The Devil Wears Pirelli

Pirelli and Lamborghini. That’s not just a business partnership, it’s a marriage of Italian soul mates that has lasted ever since ­Automobili Lamborghini was founded back in 1963. An extremely intimate history lesson, ­accompanied by a ­stunning V12 orchestra.

The Devil Wears Pirelli

Italian fashion rule number one: The belt isn’t so important. What really matters is that your Lamborghini has the right tires for the job.

This has been an unwritten law so far, which is why we are using this opportunity to claim a copyright right here and now. The only thing that is certain is that the origin of this little bit of wisdom can probably be dated to sometime in the early 1990s in Switzerland.
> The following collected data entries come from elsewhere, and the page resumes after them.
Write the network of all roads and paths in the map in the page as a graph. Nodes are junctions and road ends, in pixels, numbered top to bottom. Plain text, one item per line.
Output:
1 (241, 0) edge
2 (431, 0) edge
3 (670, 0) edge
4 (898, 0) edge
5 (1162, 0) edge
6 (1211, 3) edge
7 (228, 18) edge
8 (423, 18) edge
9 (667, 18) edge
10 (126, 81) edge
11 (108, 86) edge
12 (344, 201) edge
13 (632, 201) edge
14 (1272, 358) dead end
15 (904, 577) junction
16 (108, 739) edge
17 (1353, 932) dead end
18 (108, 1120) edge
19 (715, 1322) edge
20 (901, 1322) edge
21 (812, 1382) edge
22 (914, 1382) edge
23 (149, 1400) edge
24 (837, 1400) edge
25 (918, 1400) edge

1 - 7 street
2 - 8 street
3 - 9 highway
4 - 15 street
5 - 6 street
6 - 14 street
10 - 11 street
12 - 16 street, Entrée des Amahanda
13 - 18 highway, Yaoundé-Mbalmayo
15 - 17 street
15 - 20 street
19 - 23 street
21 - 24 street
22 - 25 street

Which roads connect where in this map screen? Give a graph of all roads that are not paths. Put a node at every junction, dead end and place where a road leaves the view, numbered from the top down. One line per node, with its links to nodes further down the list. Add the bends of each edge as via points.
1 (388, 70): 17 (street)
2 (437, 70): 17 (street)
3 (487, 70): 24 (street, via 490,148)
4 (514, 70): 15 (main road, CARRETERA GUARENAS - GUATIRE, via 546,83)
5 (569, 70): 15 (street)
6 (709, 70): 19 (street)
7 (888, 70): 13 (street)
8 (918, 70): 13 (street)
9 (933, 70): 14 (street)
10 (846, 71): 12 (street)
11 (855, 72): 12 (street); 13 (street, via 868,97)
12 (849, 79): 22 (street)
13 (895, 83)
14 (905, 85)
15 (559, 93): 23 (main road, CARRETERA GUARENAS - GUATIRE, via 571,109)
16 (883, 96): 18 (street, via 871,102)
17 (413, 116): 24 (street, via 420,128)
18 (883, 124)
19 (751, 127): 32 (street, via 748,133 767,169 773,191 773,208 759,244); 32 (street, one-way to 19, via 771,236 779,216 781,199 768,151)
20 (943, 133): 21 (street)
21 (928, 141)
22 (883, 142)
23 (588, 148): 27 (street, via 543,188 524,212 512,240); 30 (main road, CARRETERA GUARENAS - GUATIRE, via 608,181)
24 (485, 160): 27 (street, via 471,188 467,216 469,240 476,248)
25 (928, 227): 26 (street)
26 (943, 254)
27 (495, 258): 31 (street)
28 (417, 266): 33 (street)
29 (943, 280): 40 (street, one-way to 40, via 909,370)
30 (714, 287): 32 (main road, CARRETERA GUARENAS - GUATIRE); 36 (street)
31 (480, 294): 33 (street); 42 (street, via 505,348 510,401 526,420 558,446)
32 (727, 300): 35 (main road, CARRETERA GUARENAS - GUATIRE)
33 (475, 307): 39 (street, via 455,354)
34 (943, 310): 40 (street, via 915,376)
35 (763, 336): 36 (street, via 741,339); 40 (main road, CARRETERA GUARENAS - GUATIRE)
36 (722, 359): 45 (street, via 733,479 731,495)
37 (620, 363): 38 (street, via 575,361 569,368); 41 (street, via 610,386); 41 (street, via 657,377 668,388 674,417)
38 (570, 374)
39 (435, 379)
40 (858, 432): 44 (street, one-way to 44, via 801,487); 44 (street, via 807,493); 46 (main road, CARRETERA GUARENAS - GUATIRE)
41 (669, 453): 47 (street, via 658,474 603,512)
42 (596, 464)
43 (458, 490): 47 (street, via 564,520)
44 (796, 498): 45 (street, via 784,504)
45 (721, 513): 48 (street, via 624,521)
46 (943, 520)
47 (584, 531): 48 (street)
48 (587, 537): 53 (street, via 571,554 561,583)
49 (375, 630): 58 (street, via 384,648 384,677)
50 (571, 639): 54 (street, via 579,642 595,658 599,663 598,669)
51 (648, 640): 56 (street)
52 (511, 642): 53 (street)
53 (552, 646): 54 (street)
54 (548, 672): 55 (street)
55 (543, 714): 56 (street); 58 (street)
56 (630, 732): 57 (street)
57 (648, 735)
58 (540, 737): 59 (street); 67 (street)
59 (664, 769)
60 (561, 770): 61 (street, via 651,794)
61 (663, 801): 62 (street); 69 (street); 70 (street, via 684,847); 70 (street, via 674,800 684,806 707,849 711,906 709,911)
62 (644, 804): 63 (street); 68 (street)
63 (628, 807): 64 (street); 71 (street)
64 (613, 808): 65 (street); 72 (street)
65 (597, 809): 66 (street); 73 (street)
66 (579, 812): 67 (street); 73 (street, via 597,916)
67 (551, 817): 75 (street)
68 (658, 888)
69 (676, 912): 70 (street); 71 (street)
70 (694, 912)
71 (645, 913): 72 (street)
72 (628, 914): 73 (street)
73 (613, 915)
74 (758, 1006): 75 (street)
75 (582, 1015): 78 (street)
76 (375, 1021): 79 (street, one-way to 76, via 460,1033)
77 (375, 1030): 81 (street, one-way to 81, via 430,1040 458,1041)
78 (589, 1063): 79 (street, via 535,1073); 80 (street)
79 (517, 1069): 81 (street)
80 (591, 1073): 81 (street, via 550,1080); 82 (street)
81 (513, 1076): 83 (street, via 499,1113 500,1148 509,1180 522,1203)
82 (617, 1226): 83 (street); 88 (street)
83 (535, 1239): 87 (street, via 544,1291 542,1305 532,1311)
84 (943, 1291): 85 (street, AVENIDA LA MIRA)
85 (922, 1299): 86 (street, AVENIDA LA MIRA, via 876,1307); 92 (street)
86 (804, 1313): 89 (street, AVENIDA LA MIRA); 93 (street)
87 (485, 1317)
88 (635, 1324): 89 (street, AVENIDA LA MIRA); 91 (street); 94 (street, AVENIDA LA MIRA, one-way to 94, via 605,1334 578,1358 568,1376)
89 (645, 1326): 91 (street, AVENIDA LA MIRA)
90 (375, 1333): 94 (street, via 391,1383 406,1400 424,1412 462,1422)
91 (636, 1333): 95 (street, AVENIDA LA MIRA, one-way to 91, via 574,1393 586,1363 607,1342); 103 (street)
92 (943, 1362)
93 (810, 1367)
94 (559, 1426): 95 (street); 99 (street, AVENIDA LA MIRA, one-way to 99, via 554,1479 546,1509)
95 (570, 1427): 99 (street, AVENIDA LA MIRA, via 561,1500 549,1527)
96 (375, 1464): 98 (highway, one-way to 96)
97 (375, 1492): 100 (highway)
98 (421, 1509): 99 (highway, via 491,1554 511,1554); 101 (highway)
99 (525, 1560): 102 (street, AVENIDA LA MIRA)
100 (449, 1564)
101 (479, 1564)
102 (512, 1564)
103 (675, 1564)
Lamborghini was just delivering its answer to the Ferrari F40 and the Porsche 959. Though “answer” is the wrong word. “Attack” would probably be more appropriate. The model, with the internal designation of P132, was a declaration of war, intended to be the fastest production car in the world. And as a way to offend all potential doubters, ­Lamborghini called its response the Diablo.

Pirelli and Lamborghini

The devil was loud. Too loud for the bureaucrats at the Swiss traffic authority. One cause for the extra decibels were indeed the tires and their rolling noise. Pirelli tires, as they have been delivered since Lamborghini was established in 1963 and as, almost without exception on pretty much every model, they continue to be delivered to this day. Rear wheels 335 mm wide, 18 inches in diameter, developed and tailor-made for the Diablo’s performance. The stated 325 km/h top speed was exceeded in several independent tests. The matter was serious. So serious that ­Lamborghini wasted no time in acting. In ­collaboration with another manufacturer, a tire was developed especially for Switzerland that significantly reduced rolling noise – albeit at the expense of performance. The result convinced the authorities, and the Diablo received approval for Swiss roads. Buyers immediately fitted their cars with Pirellis before the first outing, however, in keeping with the sacred oath: What Italians have joined together let no Swiss authorities put asunder. Amen.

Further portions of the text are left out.